Pioneer 2 also supports extensive software frameworks, notably the Robot Operating System (ROS). This compatibility allows researchers and developers to leverage a vast library of tools and algorithms, expediting the process of programming and deploying robotic applications. Additionally, the platform can be integrated with various payloads, such as cameras or grippers, expanding its functionality further.

Another significant characteristic of Pioneer 2 is its user-friendly design. The robot comes with an easy-to-use programming interface that empowers users with varying levels of expertise to engage with the technology. Educational institutions often employ Pioneer 2 in robotics courses to provide students with hands-on experience in programming and operating robotic systems.

Powering Pioneer 2 is a rechargeable battery system that ensures extended operation times.
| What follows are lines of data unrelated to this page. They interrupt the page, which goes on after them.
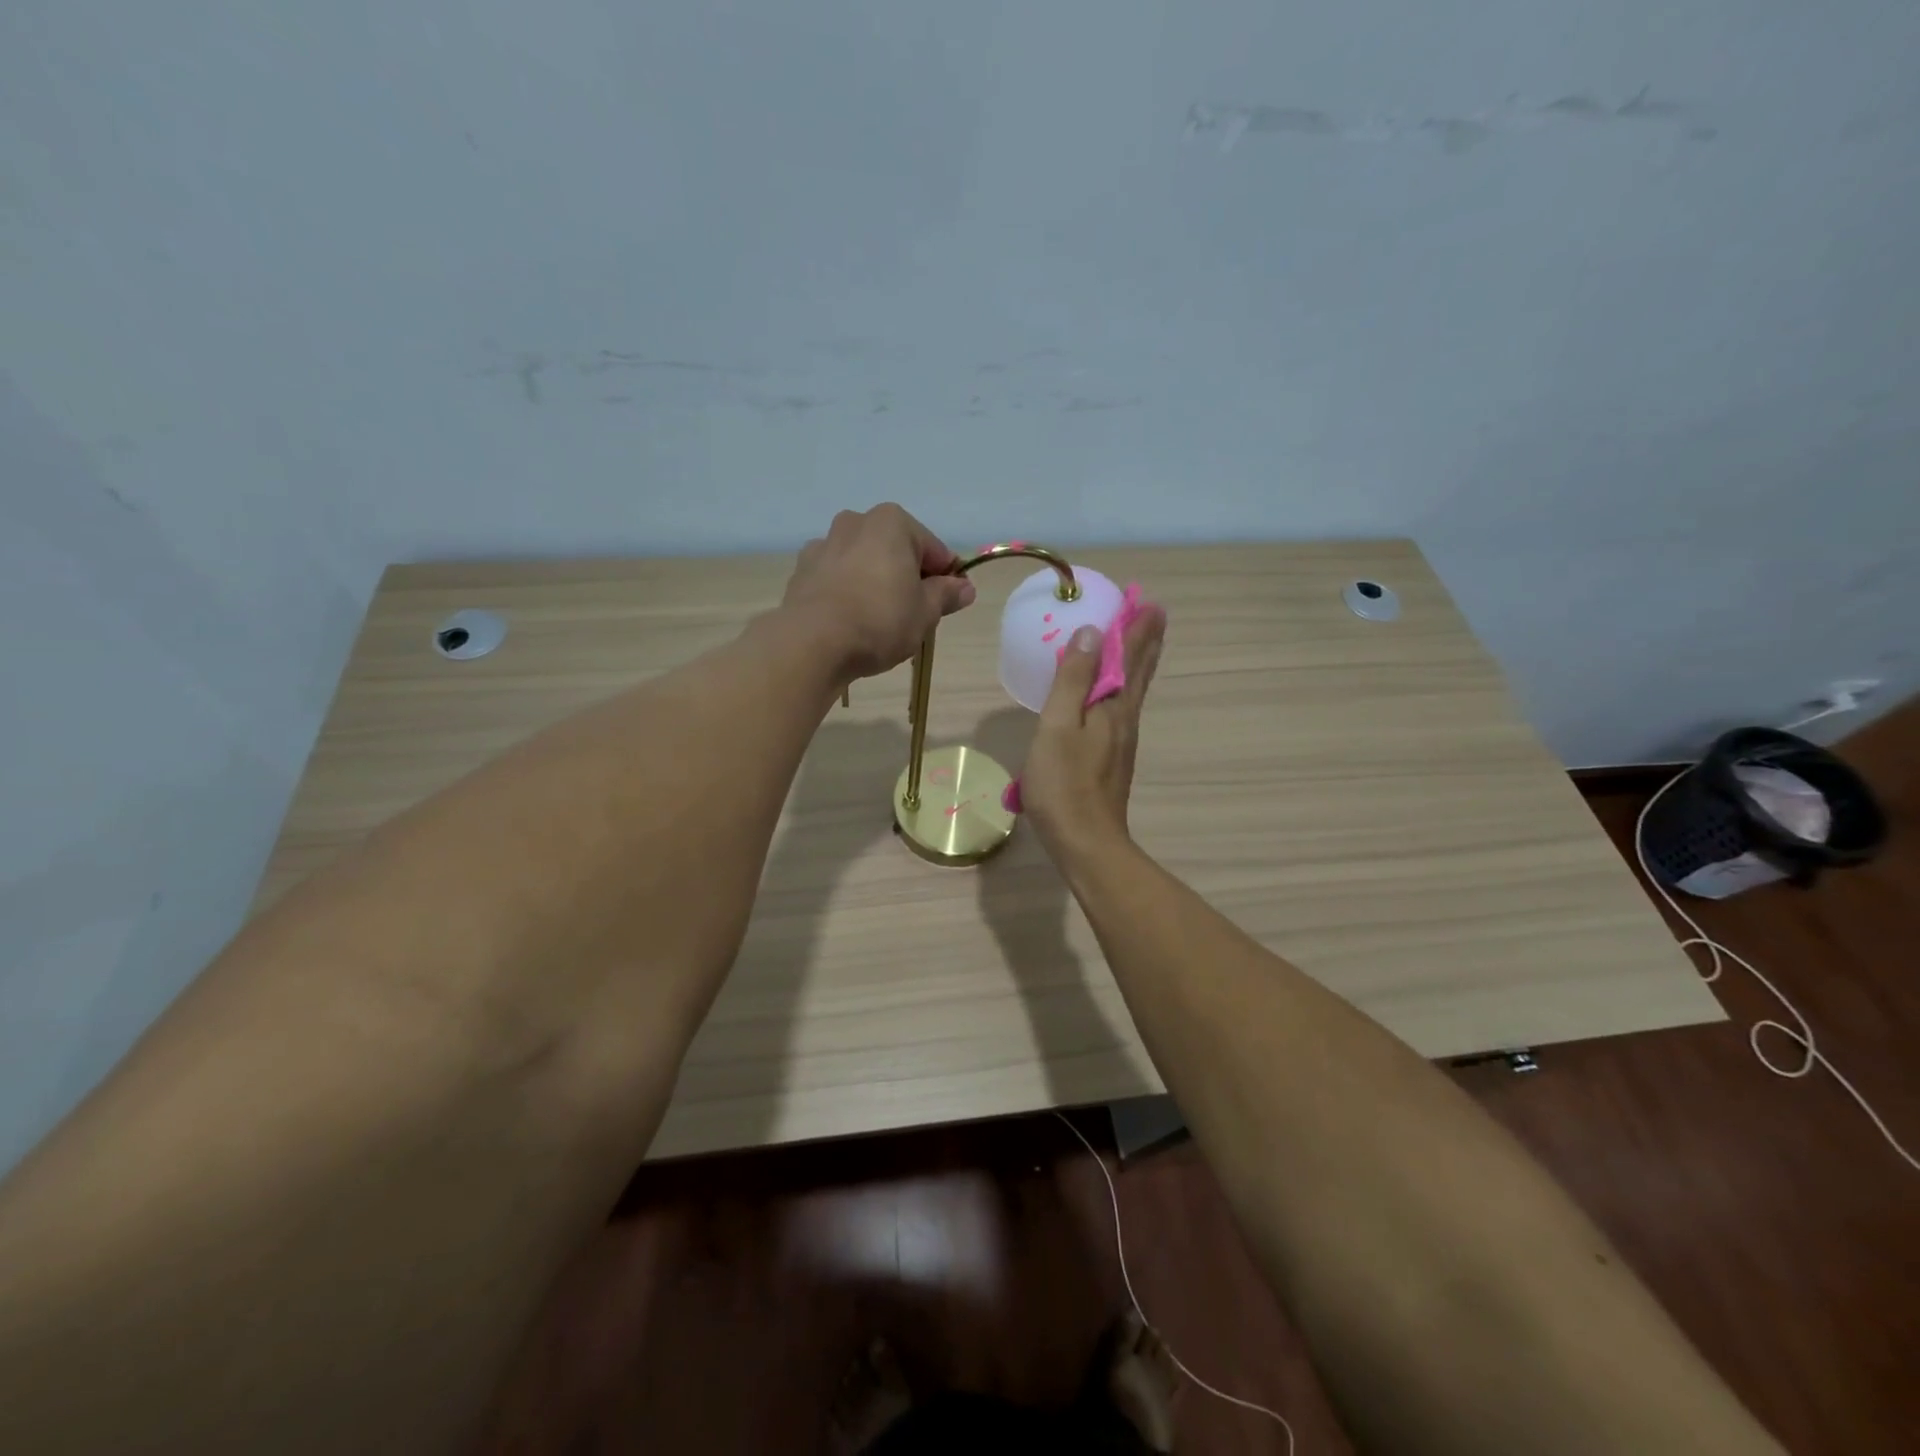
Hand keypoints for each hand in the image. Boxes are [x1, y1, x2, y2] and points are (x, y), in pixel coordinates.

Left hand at [780, 504, 976, 682]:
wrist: (813, 643)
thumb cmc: (880, 620)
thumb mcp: (925, 612)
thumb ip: (946, 595)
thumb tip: (965, 587)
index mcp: (892, 523)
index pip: (934, 549)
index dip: (946, 577)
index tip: (949, 603)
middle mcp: (856, 522)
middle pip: (895, 551)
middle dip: (908, 577)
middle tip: (915, 615)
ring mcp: (824, 545)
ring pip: (864, 563)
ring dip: (876, 583)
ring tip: (881, 622)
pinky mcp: (802, 571)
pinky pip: (837, 579)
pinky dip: (848, 593)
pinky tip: (852, 622)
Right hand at [1021, 604, 1165, 859]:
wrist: (1086, 842)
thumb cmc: (1064, 784)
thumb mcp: (1058, 726)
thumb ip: (1073, 680)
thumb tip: (1090, 633)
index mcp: (1113, 706)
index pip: (1129, 657)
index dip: (1136, 629)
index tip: (1148, 601)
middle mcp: (1125, 719)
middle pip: (1140, 672)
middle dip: (1146, 641)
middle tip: (1155, 613)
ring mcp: (1121, 741)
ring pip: (1135, 691)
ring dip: (1140, 662)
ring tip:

This feature is particularly advantageous for fieldwork applications where connectivity to a power source may not be readily available. Importantly, the robot’s modular design facilitates maintenance and upgrades, allowing users to keep their systems current with advances in technology.

Overall, Pioneer 2 (PeopleBot) exemplifies innovation in mobile robotics with its outstanding mobility, advanced sensing technologies, compatibility with leading software frameworks, and a design focused on ease of use and adaptability. It continues to be a preferred choice for researchers, educators, and professionals in the rapidly evolving landscape of robotics.